*PROBLEM TO WORK ON*:
All records must be restated word for word.

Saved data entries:
* * * *
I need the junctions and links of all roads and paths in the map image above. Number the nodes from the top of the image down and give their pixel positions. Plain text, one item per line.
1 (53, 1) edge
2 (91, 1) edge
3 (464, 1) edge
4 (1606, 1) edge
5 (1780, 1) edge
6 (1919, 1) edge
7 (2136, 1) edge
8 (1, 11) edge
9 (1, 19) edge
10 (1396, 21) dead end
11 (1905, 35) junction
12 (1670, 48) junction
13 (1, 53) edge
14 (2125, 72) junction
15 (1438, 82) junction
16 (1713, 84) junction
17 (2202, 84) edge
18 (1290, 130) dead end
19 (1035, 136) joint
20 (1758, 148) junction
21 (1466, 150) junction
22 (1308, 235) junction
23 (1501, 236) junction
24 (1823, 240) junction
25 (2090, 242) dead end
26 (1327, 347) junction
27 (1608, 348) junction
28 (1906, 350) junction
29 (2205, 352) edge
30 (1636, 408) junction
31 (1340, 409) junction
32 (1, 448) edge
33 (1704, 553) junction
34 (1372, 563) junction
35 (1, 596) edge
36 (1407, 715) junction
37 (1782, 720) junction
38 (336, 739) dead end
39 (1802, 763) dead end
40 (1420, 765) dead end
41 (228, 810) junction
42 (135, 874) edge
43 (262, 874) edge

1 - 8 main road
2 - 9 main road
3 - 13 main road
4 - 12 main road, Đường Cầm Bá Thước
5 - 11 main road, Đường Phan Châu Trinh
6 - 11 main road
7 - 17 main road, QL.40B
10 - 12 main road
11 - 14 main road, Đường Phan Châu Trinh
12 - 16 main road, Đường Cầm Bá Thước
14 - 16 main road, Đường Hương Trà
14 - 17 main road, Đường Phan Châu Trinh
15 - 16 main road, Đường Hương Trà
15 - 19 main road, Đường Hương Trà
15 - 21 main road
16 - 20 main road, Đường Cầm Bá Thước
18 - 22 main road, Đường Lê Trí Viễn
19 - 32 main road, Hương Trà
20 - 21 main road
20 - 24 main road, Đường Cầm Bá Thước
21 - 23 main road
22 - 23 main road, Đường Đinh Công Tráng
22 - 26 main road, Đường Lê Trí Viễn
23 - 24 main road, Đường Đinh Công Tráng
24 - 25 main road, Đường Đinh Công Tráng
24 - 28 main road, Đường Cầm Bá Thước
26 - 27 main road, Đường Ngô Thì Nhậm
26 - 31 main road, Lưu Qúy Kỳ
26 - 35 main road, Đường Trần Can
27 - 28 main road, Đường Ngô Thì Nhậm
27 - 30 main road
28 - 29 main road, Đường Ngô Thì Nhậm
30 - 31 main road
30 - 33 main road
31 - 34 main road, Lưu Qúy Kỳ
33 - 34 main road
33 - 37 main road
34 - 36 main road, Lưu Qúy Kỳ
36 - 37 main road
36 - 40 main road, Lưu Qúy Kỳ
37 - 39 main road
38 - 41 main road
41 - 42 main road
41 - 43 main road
* * * *
*RESULT OF THE TASK*:
I need the junctions and links of all roads and paths in the map image above. Number the nodes from the top of the image down and give their pixel positions. Plain text, one item per line.
1 (53, 1) edge
2 (91, 1) edge
3 (464, 1) edge
4 (1606, 1) edge
5 (1780, 1) edge
6 (1919, 1) edge
7 (2136, 1) edge
8 (1, 11) edge
9 (1, 19) edge
10 (1396, 21) dead end
11 (1905, 35) junction
12 (1670, 48) junction
13 (1, 53) edge
14 (2125, 72) junction
15 (1438, 82) junction
16 (1713, 84) junction
17 (2202, 84) edge
18 (1290, 130) dead end
19 (1035, 136) joint
20 (1758, 148) junction
21 (1466, 150) junction
22 (1308, 235) junction
23 (1501, 236) junction
24 (1823, 240) junction
25 (2090, 242) dead end
26 (1327, 347) junction
27 (1608, 348) junction
28 (1906, 350) junction
29 (2205, 352) edge
30 (1636, 408) junction
31 (1340, 409) junction
32 (1, 448) edge
33 (1704, 553) junction
34 (1372, 563) junction
35 (1, 596) edge
36 (1407, 715) junction
37 (1782, 720) junction
38 (336, 739) dead end
39 (1802, 763) dead end
40 (1420, 765) dead end
41 (228, 810) junction
42 (135, 874) edge
43 (262, 874) edge

1 - 8 main road
2 - 9 main road
3 - 13 main road
4 - 12 main road, Đường Cầm Bá Thước
5 - 11 main road, Đường Phan Châu Trinh
6 - 11 main road
7 - 17 main road, QL.40B
10 - 12 main road
11 - 14 main road, Đường Phan Châu Trinh
12 - 16 main road, Đường Cầm Bá Thước
14 - 16 main road, Đường Hương Trà
14 - 17 main road, Đường Phan Châu Trinh
15 - 16 main road, Đường Hương Trà
15 - 19 main road, Đường Hương Trà
15 - 21 main road
16 - 20 main road, Đường Cầm Bá Thước
18 - 22 main road, Đường Lê Trí Viễn
19 - 32 main road, Hương Trà
20 - 21 main road
20 - 24 main road, Đường Cầm Bá Thước
21 - 23 main road
22 - 23 main road, Đường Đinh Công Tráng
22 - 26 main road, Đường Lê Trí Viễn
23 - 24 main road, Đường Đinh Công Tráng
24 - 25 main road, Đường Đinh Công Tráng
24 - 28 main road, Đường Cầm Bá Thước
26 - 27 main road, Đường Ngô Thì Nhậm
26 - 31 main road, Lưu Qúy Kỳ
26 - 35 main road, Đường Trần Can
27 - 28 main road, Đường Ngô Thì Nhậm
27 - 30 main road
28 - 29 main road, Đường Ngô Thì Nhậm
30 - 31 main road
30 - 33 main road
31 - 34 main road, Lưu Qúy Kỳ
33 - 34 main road
33 - 37 main road
34 - 36 main road, Lưu Qúy Kỳ
36 - 37 main road
36 - 40 main road, Lưu Qúy Kỳ
37 - 39 main road
38 - 41 main road
41 - 42 main road
41 - 43 main road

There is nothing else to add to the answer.